Segment Start: Data to process
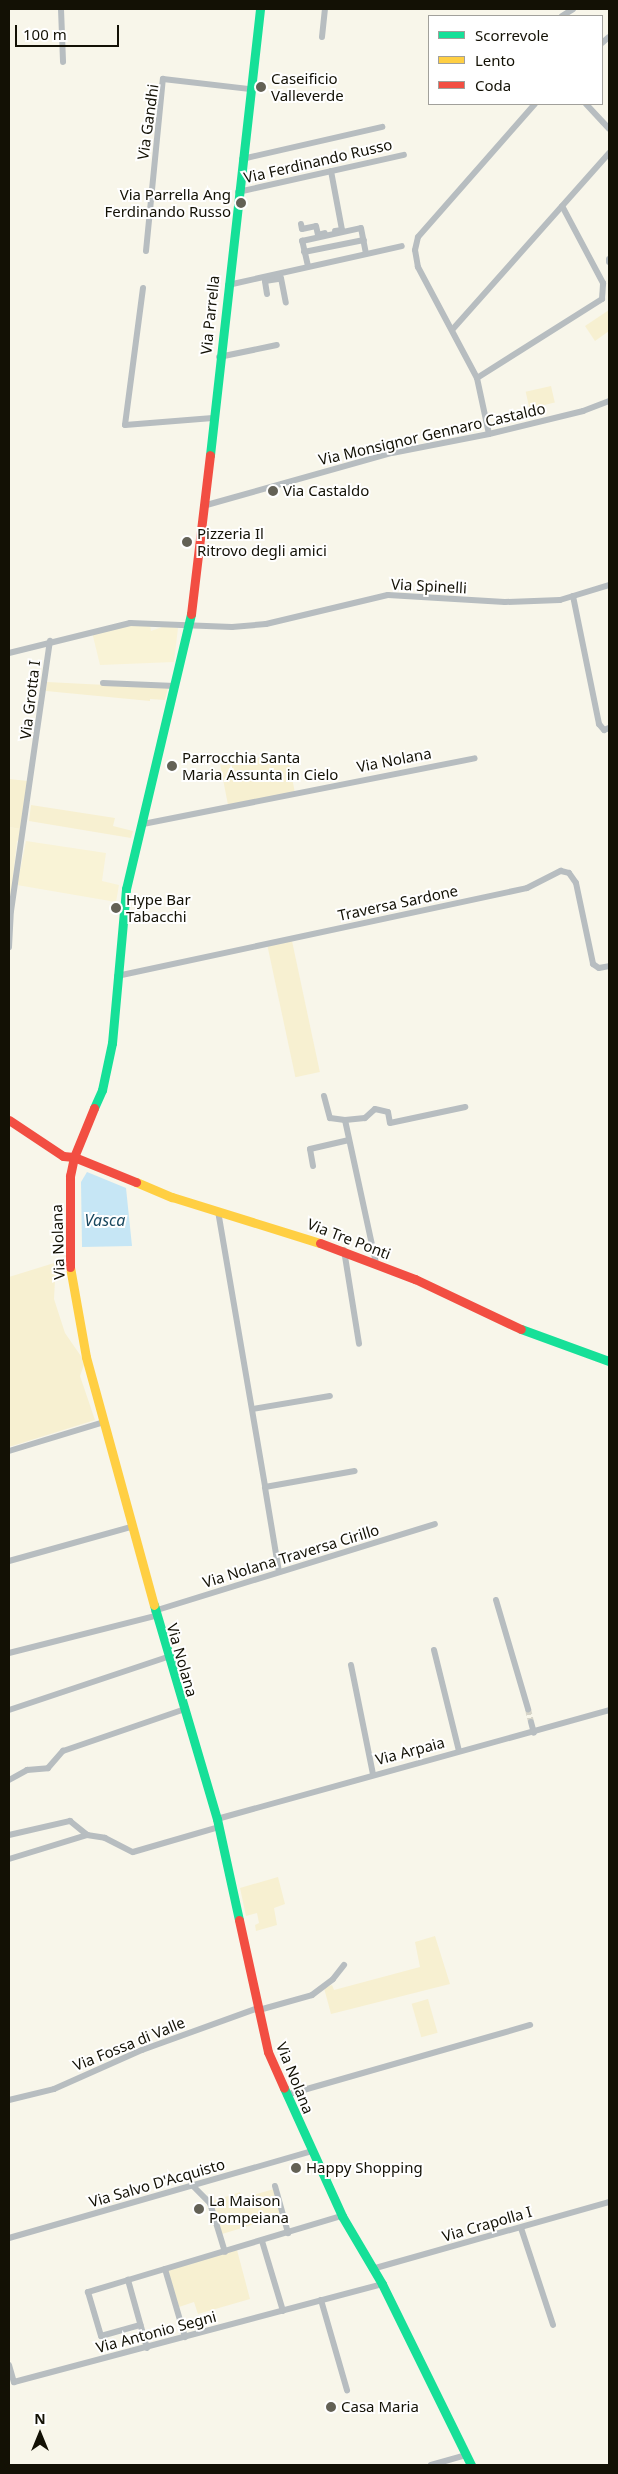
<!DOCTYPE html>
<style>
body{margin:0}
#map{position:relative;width:618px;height:2474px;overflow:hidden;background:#f8f6ea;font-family:"Noto Sans",sans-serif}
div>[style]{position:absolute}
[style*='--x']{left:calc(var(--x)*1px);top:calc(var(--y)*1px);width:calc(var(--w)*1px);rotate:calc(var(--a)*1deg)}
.built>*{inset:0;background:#f9f3d6}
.green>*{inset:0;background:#f7f0d1;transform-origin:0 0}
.water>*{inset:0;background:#c6e6f5}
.street-tunnel>*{height:6px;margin-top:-3px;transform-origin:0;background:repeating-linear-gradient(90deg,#d6d4c8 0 6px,transparent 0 9px)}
.street>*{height:6px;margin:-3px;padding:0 3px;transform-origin:3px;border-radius:3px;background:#b7bdc0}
.fast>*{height:9px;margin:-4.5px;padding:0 4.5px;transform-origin:4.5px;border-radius:4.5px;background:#16e098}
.slow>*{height:9px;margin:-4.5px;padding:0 4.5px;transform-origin:4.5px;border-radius:4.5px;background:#ffcf43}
.jam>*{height:9px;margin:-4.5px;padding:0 4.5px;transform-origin:4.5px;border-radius:4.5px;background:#f24e42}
.dots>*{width:14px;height:14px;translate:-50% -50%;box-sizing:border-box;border:2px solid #fff;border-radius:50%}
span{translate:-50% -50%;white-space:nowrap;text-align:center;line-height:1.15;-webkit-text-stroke:4px #fff;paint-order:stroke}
.poi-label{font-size:15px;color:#131105}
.left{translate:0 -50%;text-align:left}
.right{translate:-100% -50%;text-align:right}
.street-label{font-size:15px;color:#131105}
.water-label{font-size:16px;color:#1a4960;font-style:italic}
.frame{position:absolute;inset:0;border:10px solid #131105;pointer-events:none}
.legend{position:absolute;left:428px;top:15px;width:175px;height:90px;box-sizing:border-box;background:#fff;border:1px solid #a1a09b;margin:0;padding:6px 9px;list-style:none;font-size:15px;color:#131105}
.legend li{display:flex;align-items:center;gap:10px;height:25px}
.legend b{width:25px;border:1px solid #a1a09b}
.north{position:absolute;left:15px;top:2409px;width:50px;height:50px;-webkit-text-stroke:4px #fff;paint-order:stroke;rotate:0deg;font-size:14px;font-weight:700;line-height:20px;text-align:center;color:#131105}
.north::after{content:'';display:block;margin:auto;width:18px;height:22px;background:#131105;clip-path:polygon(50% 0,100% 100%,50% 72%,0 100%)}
.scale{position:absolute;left:15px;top:25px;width:104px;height:22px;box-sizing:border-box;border:2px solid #131105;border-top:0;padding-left:6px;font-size:15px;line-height:18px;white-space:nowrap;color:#131105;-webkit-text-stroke:4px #fff;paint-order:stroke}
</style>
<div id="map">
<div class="built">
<i style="clip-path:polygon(130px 625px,150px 625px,151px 631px,165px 626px,178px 628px,174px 662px,100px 665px,92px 632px)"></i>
<i style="clip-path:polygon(9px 827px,21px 829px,20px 840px,17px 841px,9px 914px)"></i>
<i style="clip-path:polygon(26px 841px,106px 853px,102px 881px,119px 885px,116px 902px,17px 885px)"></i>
</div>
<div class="green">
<i style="clip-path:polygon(609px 310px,609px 331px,595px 341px,585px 326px)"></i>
<i style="left:551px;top:386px;width:17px;height:26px;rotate:77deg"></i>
<i style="clip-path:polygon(47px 682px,86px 684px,168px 688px,165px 700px,150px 699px,150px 701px,46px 691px)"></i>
<i style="left:287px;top:752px;width:41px;height:68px;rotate:79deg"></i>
<i style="clip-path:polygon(9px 779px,28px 781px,21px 829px,9px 827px)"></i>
<i style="clip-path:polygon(31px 805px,115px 818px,113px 826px,133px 831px,131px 838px,29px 821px)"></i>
<i style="left:292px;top:941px;width:134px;height:25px;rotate:78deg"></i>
<i style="clip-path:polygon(67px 1259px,55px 1280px,54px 1299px,65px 1333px,85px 1362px,80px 1376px,95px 1420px,9px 1447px,9px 1277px)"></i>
<i style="clip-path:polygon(278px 1877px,285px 1904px,274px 1908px,277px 1925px,256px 1931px,255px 1925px,259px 1923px,257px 1913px,246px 1916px,240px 1888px)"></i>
<i style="clip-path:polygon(435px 1936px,450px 1984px,331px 2014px,324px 1988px,332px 1985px,334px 1990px,420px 1967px,415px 1942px)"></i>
<i style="left:428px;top:1999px;width:35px;height:17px;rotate:74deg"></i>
<i style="clip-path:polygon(274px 2189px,282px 2216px,222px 2234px,213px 2201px,240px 2192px,242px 2198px)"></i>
<i style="clip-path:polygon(237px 2250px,250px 2299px,198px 2314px,194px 2302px,179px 2307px,168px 2270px)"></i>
</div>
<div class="water">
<i style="clip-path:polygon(87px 1172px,126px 1188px,132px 1246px,82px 1247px,81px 1182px)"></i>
</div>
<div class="street-tunnel">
<i style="--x:528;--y:1709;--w:13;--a:77"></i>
</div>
<div class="street">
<i style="--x:61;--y:9;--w:53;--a:87.8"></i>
<i style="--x:562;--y:16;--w:13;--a:-32"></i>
<i style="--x:322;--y:37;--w:28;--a:-84"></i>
<i style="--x:602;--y:43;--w:9;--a:-41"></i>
<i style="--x:586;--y:104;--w:34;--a:47"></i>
<i style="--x:242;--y:159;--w:144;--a:-12.9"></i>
<i style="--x:331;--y:171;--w:60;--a:79.4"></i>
<i style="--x:342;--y:230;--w:7;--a:172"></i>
<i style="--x:238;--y:192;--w:170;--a:-12.6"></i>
<i style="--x:301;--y:224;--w:5;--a:79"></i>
<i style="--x:302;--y:229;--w:14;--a:-12"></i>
<i style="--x:316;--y:226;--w:9;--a:77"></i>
<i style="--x:318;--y:235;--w:7;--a:-16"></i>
<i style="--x:146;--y:251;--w:173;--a:-84.4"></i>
<i style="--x:163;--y:79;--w:88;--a:6.6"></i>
<i style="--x:304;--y:252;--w:61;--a:-11.3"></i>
<i style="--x:609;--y:259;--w:3;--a:90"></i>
<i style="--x:308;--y:266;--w:26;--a:-103"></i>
<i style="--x:302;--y:241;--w:60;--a:-12.4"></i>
<i style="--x:361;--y:228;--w:26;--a:79"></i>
<i style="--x:278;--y:279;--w:3;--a:-18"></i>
<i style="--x:281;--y:278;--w:25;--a:79"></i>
<i style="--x:228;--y:285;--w:178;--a:-12.6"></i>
<i style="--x:143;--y:288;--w:138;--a:97.5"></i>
<i style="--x:125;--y:425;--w:88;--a:-4.5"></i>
<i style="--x:267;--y:294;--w:13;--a:-99"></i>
<i style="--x:265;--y:281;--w:13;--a:-9"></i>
<i style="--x:278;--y:279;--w:4;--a:-104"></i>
<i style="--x:452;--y:330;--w:237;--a:-48.4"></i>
<i style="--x:219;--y:357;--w:59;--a:-11.7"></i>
<i style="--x:477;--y:378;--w:148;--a:-32.3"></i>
<i style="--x:602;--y:299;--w:16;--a:-86"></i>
<i style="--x:603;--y:283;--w:87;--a:-118"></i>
<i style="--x:489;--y:434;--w:57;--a:-102.1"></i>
<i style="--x:477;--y:378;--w:126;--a:-118"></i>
<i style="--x:418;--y:267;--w:17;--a:-100"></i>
<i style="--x:415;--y:250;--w:13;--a:-77"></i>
<i style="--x:418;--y:237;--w:177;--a:-48.7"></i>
<i style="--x:203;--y:506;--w:196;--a:-15.7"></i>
<i style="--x:392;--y:453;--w:99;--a:-11.1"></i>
<i style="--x:489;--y:434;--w:97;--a:-13.7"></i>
<i style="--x:583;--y:411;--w:28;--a:-21"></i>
<i style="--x:573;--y:596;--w:131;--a:78.5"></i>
<i style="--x:599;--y:724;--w:8;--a:50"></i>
<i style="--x:604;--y:730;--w:5;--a:-22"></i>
<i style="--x:9;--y:653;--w:125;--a:-13.9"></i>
<i style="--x:130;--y:623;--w:102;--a:2.2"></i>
<i style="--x:232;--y:627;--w:34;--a:-5"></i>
<i style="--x:266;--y:624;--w:125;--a:-13.4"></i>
<i style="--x:388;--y:595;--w:117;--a:3.4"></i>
<i style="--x:505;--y:602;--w:55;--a:-2.1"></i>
<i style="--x:560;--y:600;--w:51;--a:-17"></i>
<i style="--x:103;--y:683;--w:72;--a:2.4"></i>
<i style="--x:143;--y:824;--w:338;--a:-11.2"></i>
<i style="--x:9;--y:947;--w:36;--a:-87"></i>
<i style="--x:11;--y:911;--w:273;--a:-81.8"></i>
<i style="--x:117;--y:976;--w:419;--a:-12.1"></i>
<i style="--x:527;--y:888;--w:38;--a:-27"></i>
<i style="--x:561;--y:871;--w:8;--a:14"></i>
<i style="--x:569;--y:873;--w:12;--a:55"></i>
<i style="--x:576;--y:883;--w:83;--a:78.1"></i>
<i style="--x:593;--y:964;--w:7;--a:34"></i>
<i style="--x:599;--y:968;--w:10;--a:-11"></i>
<i style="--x:324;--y:1096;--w:23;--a:75"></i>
<i style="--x:330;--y:1118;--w:15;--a:8"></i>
<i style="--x:345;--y:1120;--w:146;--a:77.8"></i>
<i style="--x:345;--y:1120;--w:20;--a:-6"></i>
<i style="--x:365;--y:1118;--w:13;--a:-42"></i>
<i style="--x:375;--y:1109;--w:13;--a:13"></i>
<i style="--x:388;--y:1112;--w:11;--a:80"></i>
<i style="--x:390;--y:1123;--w:77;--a:-12"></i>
<i style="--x:313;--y:1166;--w:17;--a:-100"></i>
<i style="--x:310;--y:1149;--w:40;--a:-13"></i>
<i style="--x:218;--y:1211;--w:280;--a:80.3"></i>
<i style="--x:344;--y:1250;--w:95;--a:80.9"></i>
<i style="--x:253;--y:1409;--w:78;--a:-9.6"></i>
<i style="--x:9;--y:1451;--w:99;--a:-17"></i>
<i style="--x:9;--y:1561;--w:127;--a:-15.6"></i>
<i style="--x:279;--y:1572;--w:86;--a:-99.4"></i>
<i style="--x:265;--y:1487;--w:91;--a:-10.1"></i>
<i style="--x:496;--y:1600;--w:114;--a:73.6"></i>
<i style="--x:154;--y:1611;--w:294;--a:-17.2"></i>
<i style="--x:434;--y:1650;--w:104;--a:76.1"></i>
<i style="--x:9;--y:1653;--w:151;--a:-14.2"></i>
<i style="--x:351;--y:1665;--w:111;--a:78.6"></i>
<i style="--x:9;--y:1710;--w:167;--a:-18.5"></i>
<i style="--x:531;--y:1722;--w:11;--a:75"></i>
<i style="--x:9;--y:1780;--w:21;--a:-29"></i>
<i style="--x:27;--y:1770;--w:21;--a:-5"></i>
<i style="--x:48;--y:1768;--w:23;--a:-49"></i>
<i style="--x:63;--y:1751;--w:126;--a:-19"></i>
<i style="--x:217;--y:1819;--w:407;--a:-15.5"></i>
<i style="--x:9;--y:1835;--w:63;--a:-12.9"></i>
<i style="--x:70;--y:1821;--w:22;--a:39"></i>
<i style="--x:87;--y:1835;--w:18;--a:9"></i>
<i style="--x:105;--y:1838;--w:31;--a:27"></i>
<i style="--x:133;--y:1852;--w:90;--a:-16.2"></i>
<i style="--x:9;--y:1859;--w:82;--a:-17.1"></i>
<i style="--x:259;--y:2010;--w:55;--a:-15.8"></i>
<i style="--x:312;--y:1995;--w:26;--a:-37"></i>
<i style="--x:333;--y:1979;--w:18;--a:-52"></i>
<i style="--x:286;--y:2095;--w:254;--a:-16"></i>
<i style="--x:9;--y:2100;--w:46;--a:-13.7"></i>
<i style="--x:54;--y:2089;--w:96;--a:-23.9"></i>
<i style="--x:142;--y:2050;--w:123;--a:-19.9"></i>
<i style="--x:275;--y:2186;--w:49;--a:74.5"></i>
<i style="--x:194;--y:2187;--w:23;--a:45"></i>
<i style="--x:210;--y:2203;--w:51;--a:73"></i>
<i style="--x:521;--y:2228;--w:102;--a:71.7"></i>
<i style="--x:9;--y:2238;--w:315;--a:-16"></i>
<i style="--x:262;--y:2241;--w:73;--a:73.3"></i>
<i style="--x:165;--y:2269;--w:71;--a:73.6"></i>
<i style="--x:372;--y:2269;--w:246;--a:-15.8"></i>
<i style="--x:128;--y:2280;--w:42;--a:163.3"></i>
<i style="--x:88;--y:2292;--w:46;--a:73.5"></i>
<i style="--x:101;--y:2336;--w:41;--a:-15.8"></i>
<i style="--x:321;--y:2300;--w:94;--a:73.9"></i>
<i style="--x:147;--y:2348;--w:71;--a:-105.6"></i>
<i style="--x:128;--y:2280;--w:223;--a:-16.7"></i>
<i style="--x:9;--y:2365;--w:18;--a:74"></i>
<i style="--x:14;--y:2382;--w:381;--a:-14.9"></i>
<i style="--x:431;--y:2465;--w:37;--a:-16"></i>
</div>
<div class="fast">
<i style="--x:210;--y:455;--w:449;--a:-83.6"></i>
<i style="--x:94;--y:1108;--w:20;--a:-66"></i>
<i style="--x:102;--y:1090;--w:48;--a:-78"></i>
<i style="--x:112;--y:1043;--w:155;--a:-84.8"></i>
<i style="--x:126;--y:889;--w:283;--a:-76.7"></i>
<i style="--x:521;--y:1329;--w:94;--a:20"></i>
<i style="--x:154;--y:1605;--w:223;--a:73.6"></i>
<i style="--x:217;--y:1819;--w:103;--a:77.7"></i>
<i style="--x:284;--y:2088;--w:141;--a:65.6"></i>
<i style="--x:342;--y:2216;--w:79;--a:59.5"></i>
<i style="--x:382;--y:2284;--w:202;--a:63.8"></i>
</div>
<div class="slow">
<i style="--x:136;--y:1182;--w:39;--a:23"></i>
<i style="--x:172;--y:1197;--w:155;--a:17.3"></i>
<i style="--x:70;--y:1267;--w:91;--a:79.9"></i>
<i style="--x:86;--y:1357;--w:257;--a:74.7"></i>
</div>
<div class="jam">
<i style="--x:191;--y:614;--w:160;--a:-83.2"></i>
<i style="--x:9;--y:1120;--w:65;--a:33.7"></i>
<i style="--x:63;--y:1156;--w:11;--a:5"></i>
<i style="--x:74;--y:1157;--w:67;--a:22"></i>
<i style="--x:320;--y:1243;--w:102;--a:20.8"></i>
<i style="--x:415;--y:1279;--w:117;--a:25.3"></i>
<i style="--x:70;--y:1267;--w:91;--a:-90"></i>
<i style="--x:70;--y:1176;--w:19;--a:-78"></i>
<i style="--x:74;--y:1157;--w:53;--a:-67.8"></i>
<i style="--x:239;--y:1920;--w:135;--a:77.6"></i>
<i style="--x:268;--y:2052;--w:39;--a:66"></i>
</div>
<div class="dots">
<i style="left:261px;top:87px;background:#636155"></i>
<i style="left:241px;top:203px;background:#636155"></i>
<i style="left:273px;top:491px;background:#636155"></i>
<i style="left:187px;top:542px;background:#636155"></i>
<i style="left:172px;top:766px;background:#636155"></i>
<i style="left:116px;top:908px;background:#636155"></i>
<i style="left:296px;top:2168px;background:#636155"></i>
<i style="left:199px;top:2209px;background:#636155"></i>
<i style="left:331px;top:2407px;background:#636155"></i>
</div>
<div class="poi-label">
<span class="left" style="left:271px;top:87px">Caseificio<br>Valleverde</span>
<span class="right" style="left:231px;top:203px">Via Parrella Ang<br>Ferdinando Russo</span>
<span class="left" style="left:283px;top:491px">Via Castaldo</span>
<span class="left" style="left:197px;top:542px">Pizzeria Il<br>Ritrovo degli amici</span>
<span class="left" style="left:182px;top:766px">Parrocchia Santa<br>Maria Assunta in Cielo</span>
<span class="left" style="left:126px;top:908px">Hype Bar<br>Tabacchi</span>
<span class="left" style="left:306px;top:2168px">Happy Shopping</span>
<span class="left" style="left:209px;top:2209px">La Maison<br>Pompeiana</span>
<span class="left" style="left:341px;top:2407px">Casa Maria</span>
</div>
<div class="street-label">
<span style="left:148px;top:122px;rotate:-82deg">Via Gandhi</span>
<span style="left:318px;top:161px;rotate:-13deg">Via Ferdinando Russo</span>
<span style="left:210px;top:315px;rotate:-84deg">Via Parrella</span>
<span style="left:432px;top:434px;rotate:-13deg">Via Monsignor Gennaro Castaldo</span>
<span style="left:429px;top:586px;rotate:3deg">Via Spinelli</span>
<span style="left:30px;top:700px;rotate:-83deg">Via Grotta I</span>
<span style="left:394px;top:760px;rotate:-11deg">Via Nolana</span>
<span style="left:398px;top:903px;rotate:-12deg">Traversa Sardone</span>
<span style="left:349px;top:1239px;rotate:21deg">Via Tre Ponti</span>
<span style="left:58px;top:1242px;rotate:-92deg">Via Nolana</span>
<span style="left:291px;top:1556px;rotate:-17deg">Via Nolana Traversa Cirillo</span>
<span style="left:182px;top:1660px;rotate:74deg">Via Nolana</span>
<span style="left:410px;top:1751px;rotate:-15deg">Via Arpaia</span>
<span style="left:129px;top:2044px;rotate:-22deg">Via Fossa di Valle</span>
<span style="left:295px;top:2078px;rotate:68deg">Via Nolana</span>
<span style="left:157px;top:2183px;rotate:-16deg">Via Salvo D'Acquisto</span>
<span style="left:487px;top:2224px;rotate:-16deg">Via Crapolla I</span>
<span style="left:156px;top:2332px;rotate:-15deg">Via Antonio Segni</span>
</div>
<div class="water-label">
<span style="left:105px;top:1220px">Vasca</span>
</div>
<div class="frame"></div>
<ul class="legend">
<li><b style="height:6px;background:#16e098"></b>Scorrevole</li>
<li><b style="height:6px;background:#ffcf43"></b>Lento</li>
<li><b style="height:6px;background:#f24e42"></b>Coda</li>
</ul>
<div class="north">N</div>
<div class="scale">100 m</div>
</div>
Segment End: Data to process
Exercise goal >> Each line of the listing above that includes the word "green" should be copied.

Task response >>
.green>*{inset:0;background:#f7f0d1;transform-origin:0 0}
<div class="green">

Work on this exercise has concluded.